Damals erschien mir das alles wie eine Modeerscheinung innerhalb der Hippiegeneration. Ich sehe John Lennon und Yoko Ono vor mir, mit Blumenkränzen um den Hals auf dem Boden sitzen mit einem Gesichtsausdruck, als hätten sie einen Trip eingeworfen und wären “ins Licht“ gegangen, wo vollkommene Harmonie und Zufriedenheit herrscht.
Der Buddhismus führt einen an einen paradiesischen Ort der Glückseligkeit, so ungefähr kam es mir vor und so sah es vielleicht ein Teil meiner Generation. “In Asien sind die Menschen glücklich und feiern das Dasein, während die verkrampften Spießer bei uns samstags ihren quadratischen Rasen mähen mitsamt der Handvoll geduldeter Gänseblümchen darauf.“ Mir war natürlich sofort klar, dass ich Europa eines Tages verlassen werde, hier konnte man nicht sein Leben verbringen, wenn man nicht depressiv werden und mit dem Arsenal an Valium im Alibert-Badezimmerschrank enden wollte, wie es uns unsere Eltern vorlebten.

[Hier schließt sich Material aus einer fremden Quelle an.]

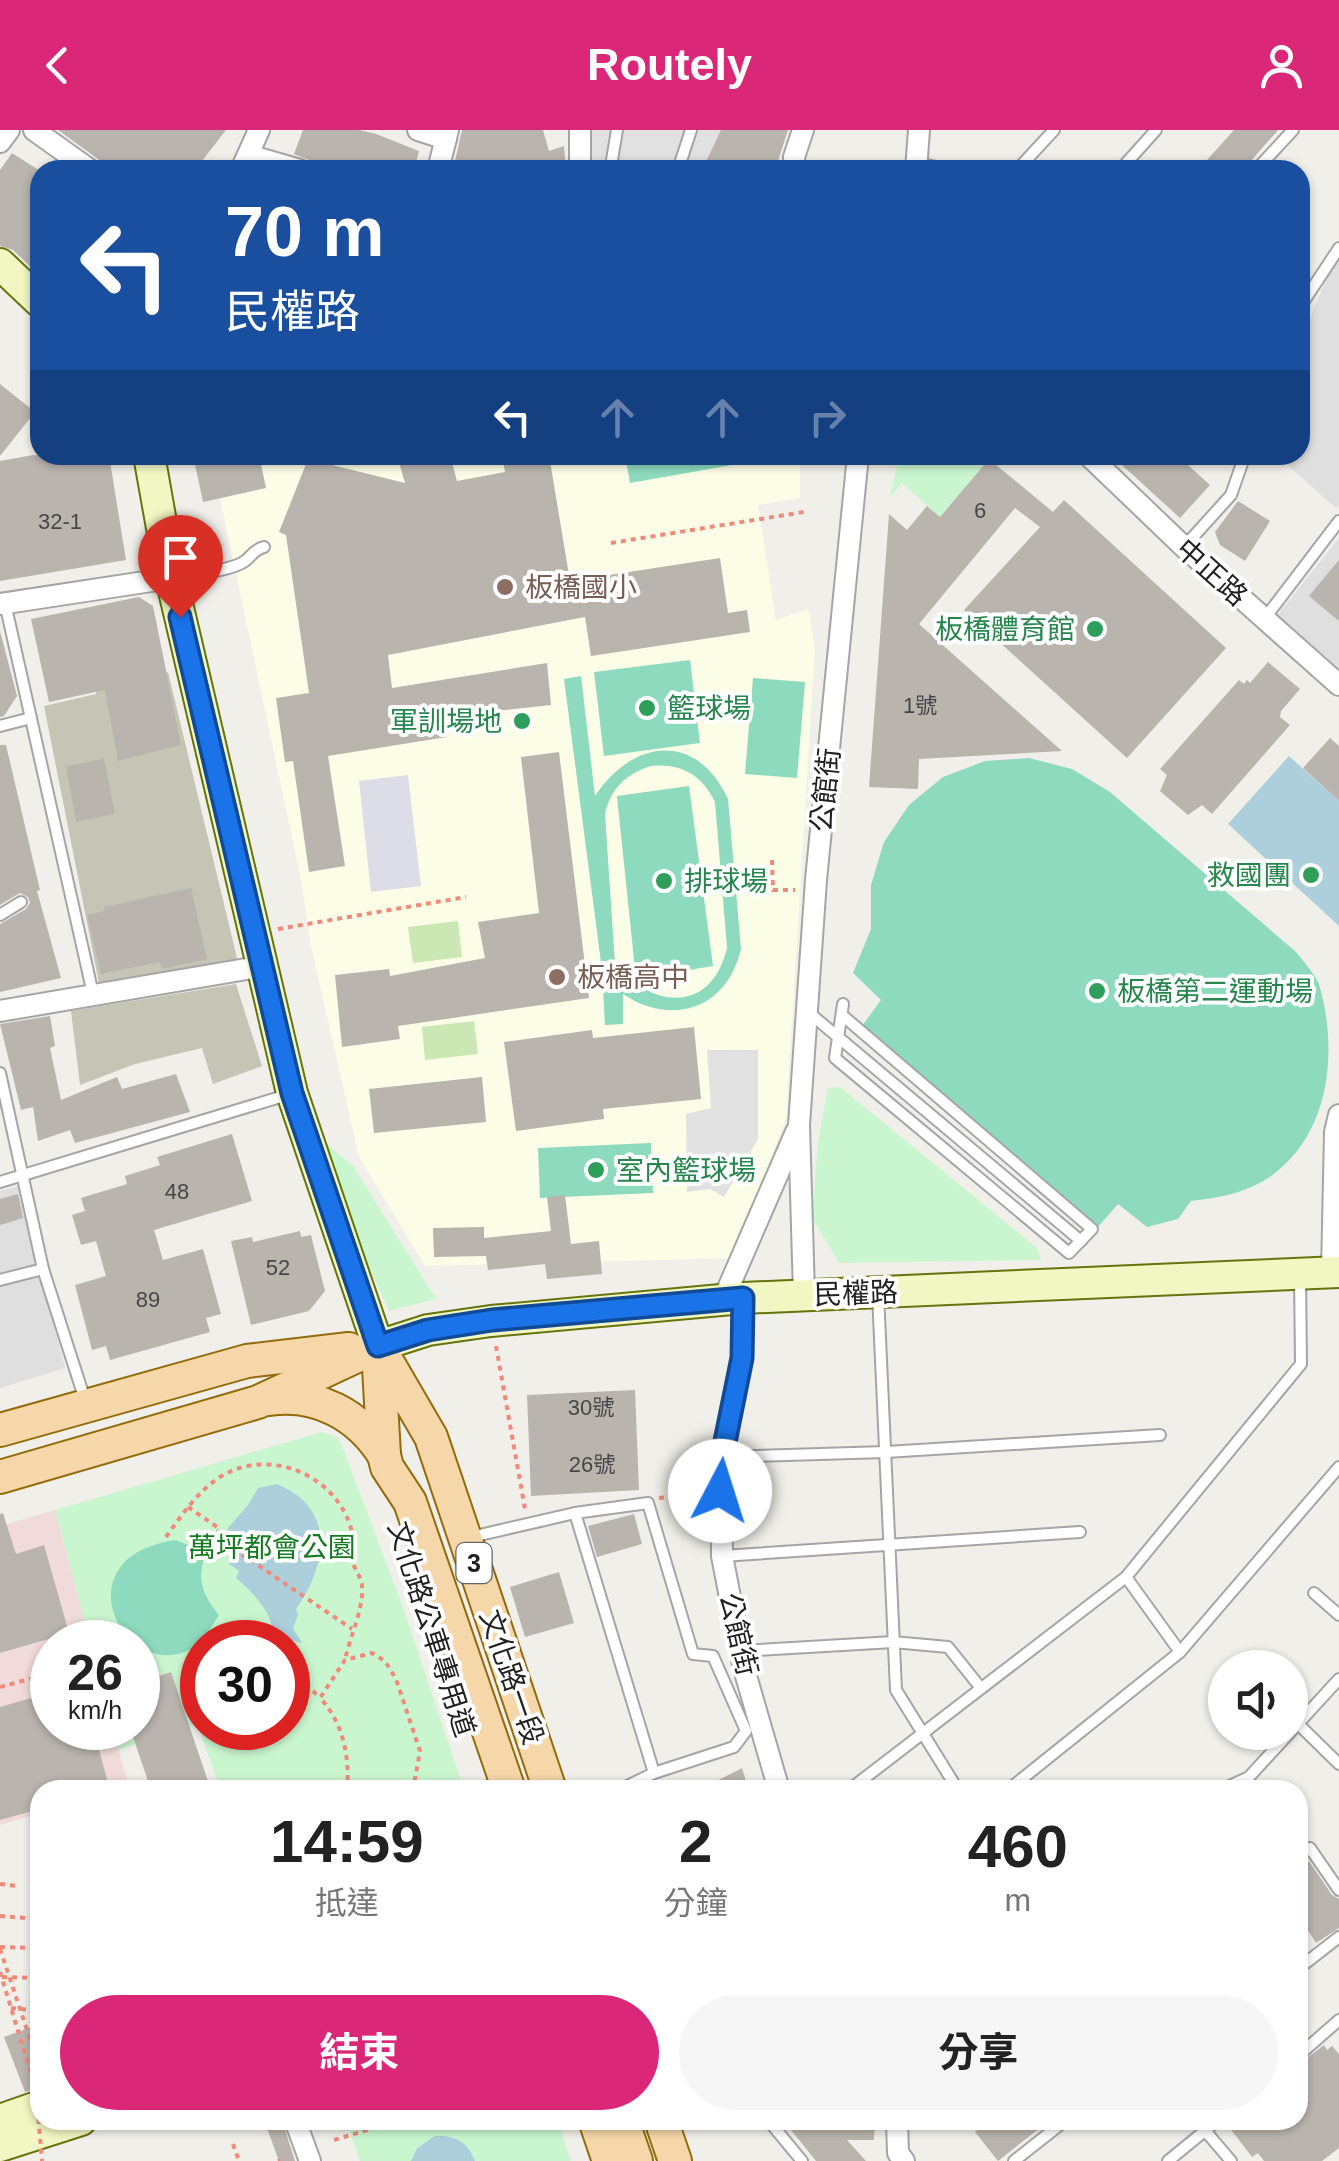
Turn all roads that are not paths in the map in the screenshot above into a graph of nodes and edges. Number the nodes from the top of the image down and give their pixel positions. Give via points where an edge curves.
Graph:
1 (9, 130) edge
2 (34, 130) edge
3 (259, 130) edge
4 (418, 130) edge
5 (580, 130) edge
6 (617, 130) edge
7 (690, 130) edge
8 (803, 130) edge
9 (919, 130) edge
10 (1054, 130) edge
11 (1156, 130) edge
12 (1294, 130) edge
13 (447, 134) edge
14 (0, 142) edge
15 (76, 160) edge
16 (246, 160) edge
17 (440, 160) edge
18 (580, 160) edge
19 (612, 160) edge
20 (681, 160) edge
21 (794, 160) edge
22 (918, 160) edge
23 (1026, 160) edge
24 (1129, 160) edge
25 (1266, 160) edge
26 (1339, 248) edge
27 (0, 264) edge
28 (30, 292) edge
29 (1310, 292) edge
30 (151, 465) edge
31 (857, 465) edge
32 (1098, 465) edge
33 (1242, 465) edge
34 (1339, 521) edge
35 (264, 547) dead end
36 (1184, 547) junction
37 (171, 578) junction
38 (2, 603) edge
39 (1264, 619) junction
40 (1339, 686) edge
41 (30, 718) junction
42 (0, 726) edge
43 (21, 902) dead end
44 (0, 915) edge
45 (264, 966) junction
46 (93, 996) junction
47 (0, 1011) edge
48 (807, 1011) junction
49 (838, 1035) junction
50 (0, 1073) edge
51 (292, 1093) junction
52 (1339, 1115) edge
53 (798, 1126) junction
54 (24, 1176) junction
55 (0, 1182) edge
56 (1081, 1241) junction
57 (44, 1269) junction
58 (1335, 1272) edge
59 (1300, 1274) junction
60 (0, 1280) edge
61 (878, 1292) junction
62 (804, 1294) junction
63 (733, 1299) junction
64 (378, 1346) junction
65 (258, 1402) junction
66 (86, 1405) junction
67 (0, 1430) edge
68 (1160, 1436) dead end
69 (886, 1452) junction
70 (722, 1457) junction
71 (385, 1461) junction
72 (1339, 1467) edge
73 (0, 1477) edge
74 (574, 1514) junction
75 (1080, 1532) dead end
76 (465, 1538) junction
77 (890, 1546) junction
78 (722, 1556) junction
79 (1126, 1578) junction
80 (1314, 1593) dead end
81 (1339, 1615) edge
82 (893, 1642) junction
83 (741, 1651) junction
84 (1180, 1652) junction
85 (1339, 1680) edge
86 (980, 1686) junction
87 (1308, 1708) edge
88 (923, 1731) junction
89 (1308, 1734) edge
90 (1270, 1750) edge
91 (1339, 1764) edge
92 (654, 1772) junction
93 (482, 1780) edge
94 (506, 1780) edge
95 (547, 1780) edge
96 (638, 1780) edge
97 (775, 1780) edge
98 (862, 1780) edge
99 (952, 1780) edge
100 (1020, 1780) edge
101 (1243, 1780) edge
102 (1308, 1850) edge
103 (1339, 1890) edge
104 (1339, 1937) edge
105 (1308, 1961) edge
106 (1339, 2020) edge
107 (1308, 2047) edge
108 (30, 2102) edge
109 (0, 2120) edge
110 (50, 2130) edge
111 (299, 2130) edge
112 (598, 2130) edge
113 (625, 2130) edge
114 (664, 2130) edge
115 (776, 2130) edge
116 (897, 2130) edge
117 (1053, 2130) edge
118 (1205, 2131) joint
119 (0, 2146) edge
120 (310, 2161) edge
121 (609, 2161) edge
122 (636, 2161) edge
123 (675, 2161) edge
124 (802, 2161) edge
125 (904, 2161) edge
126 (1014, 2161) edge
127 (1168, 2161) edge
128 (1231, 2161) edge

1 - 14 street
2 - 15 street
3 - 16 street
4 - 13 street
5 - 18 street
6 - 19 lane
7 - 20 lane
8 - 21 street
9 - 22 street
10 - 23 lane
11 - 24 lane
12 - 25 lane
13 - 17 street
26 - 29 lane
27 - 28 street
30 - 37 street, 文化路一段
31 - 48 street, 公館街
32 - 36 street, 中正路
33 - 36 lane via 1231,495
34 - 39 lane
35 - 37 lane via 234,565
36 - 39 street, 中正路
37 - 38 street
37 - 45 street, 文化路一段
38 - 41 lane
39 - 40 street, 中正路
41 - 42 lane
41 - 46 lane
43 - 44 lane
45 - 46 street
45 - 51 street, 文化路一段
46 - 47 street
48 - 49 lane
48 - 53 street, 公館街
49 - 56 lane
49 - 56 lane via 835,1058 1069,1253
49 - 56 lane via 843,1009 1092,1229
50 - 54 lane
51 - 54 lane
51 - 64 street, 文化路一段
52 - 58 street
53 - 62 street
53 - 63 street
54 - 55 lane
54 - 57 lane
57 - 60 lane
57 - 66 lane
58 - 59 street, 民權路
59 - 61 street, 民權路
59 - 79 lane via 1301,1364
61 - 62 street, 民權路
61 - 69 lane
62 - 63 street, 民權路
63 - 64 street, 民權路 via 492,1320
63 - 70 street, 公館街 via 742,1358
64 - 65 main road, 民權路
64 - 66 main road, 民權路 via 246,1361
64 - 71 main road, 文化路一段 / 3
64 - 76 main road, 文化路一段 / 3 via 431,1437
65 - 71 main road via 294,1398 329,1406 357,1423
65 - 73 main road, 民權路
66 - 67 main road, 民權路
68 - 69 lane
69 - 70 lane
69 - 77 lane
70 - 78 street, 公館街
71 - 93 main road, 文化路公車專用道 / 3 via 392,1509
71 - 94 main road, 文化路一段 / 3 via 410,1502
72 - 84 lane
74 - 76 lane
74 - 92 lane
74 - 92 lane via 648,1503 693,1654 713,1656 746,1731 734,1747
75 - 77 lane
76 - 95 main road, 文化路一段 / 3
77 - 78 lane
77 - 82 lane
78 - 83 street, 公館街
79 - 84 lane
79 - 86 lane
80 - 81 lane
82 - 83 lane
82 - 86 lane via 948,1647
82 - 88 lane via 896,1690
83 - 97 street, 公館街
84 - 100 lane
85 - 87 lane
86 - 88 lane
88 - 98 lane
88 - 99 lane
89 - 91 lane
90 - 101 lane
92 - 96 lane
102 - 103 lane
104 - 105 lane
106 - 107 lane
108 - 109 street
110 - 119 street
111 - 120 street
112 - 121 main road
113 - 122 main road
114 - 123 main road
115 - 124 lane
116 - 125 street
117 - 126 lane
118 - 127 lane
118 - 128 lane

Es kam anders. Ich brauchte gar nicht nach Asien zu gehen. Die Gurus kamen von dort nach Europa und gaben der nach Erleuchtung hungernden, jugendlichen europäischen Seele das, was sie wollte. Die Lehren mussten nur auf den westlichen Menschen zugeschnitten und entsprechend “modifiziert“ werden. „Hurra, die Meister kommen aus dem Osten zu uns und haben den “Buddhismus light“ mitgebracht!“ \o/ \o/
Von allem wurde gekostet. Wen kümmerte schon, ob dahinter noch eine schlüssige, gewachsene, gereifte Lehre erkennbar war. Hauptsache spirituellen Spaß haben, “frei“ sein. Hier ein bisschen Achtsamkeit, da ein bisschen Meditation und Yoga – fertig!
Man konnte es auch prima mit ein wenig Christentum vermischen, alles kein Problem, alles wird gut.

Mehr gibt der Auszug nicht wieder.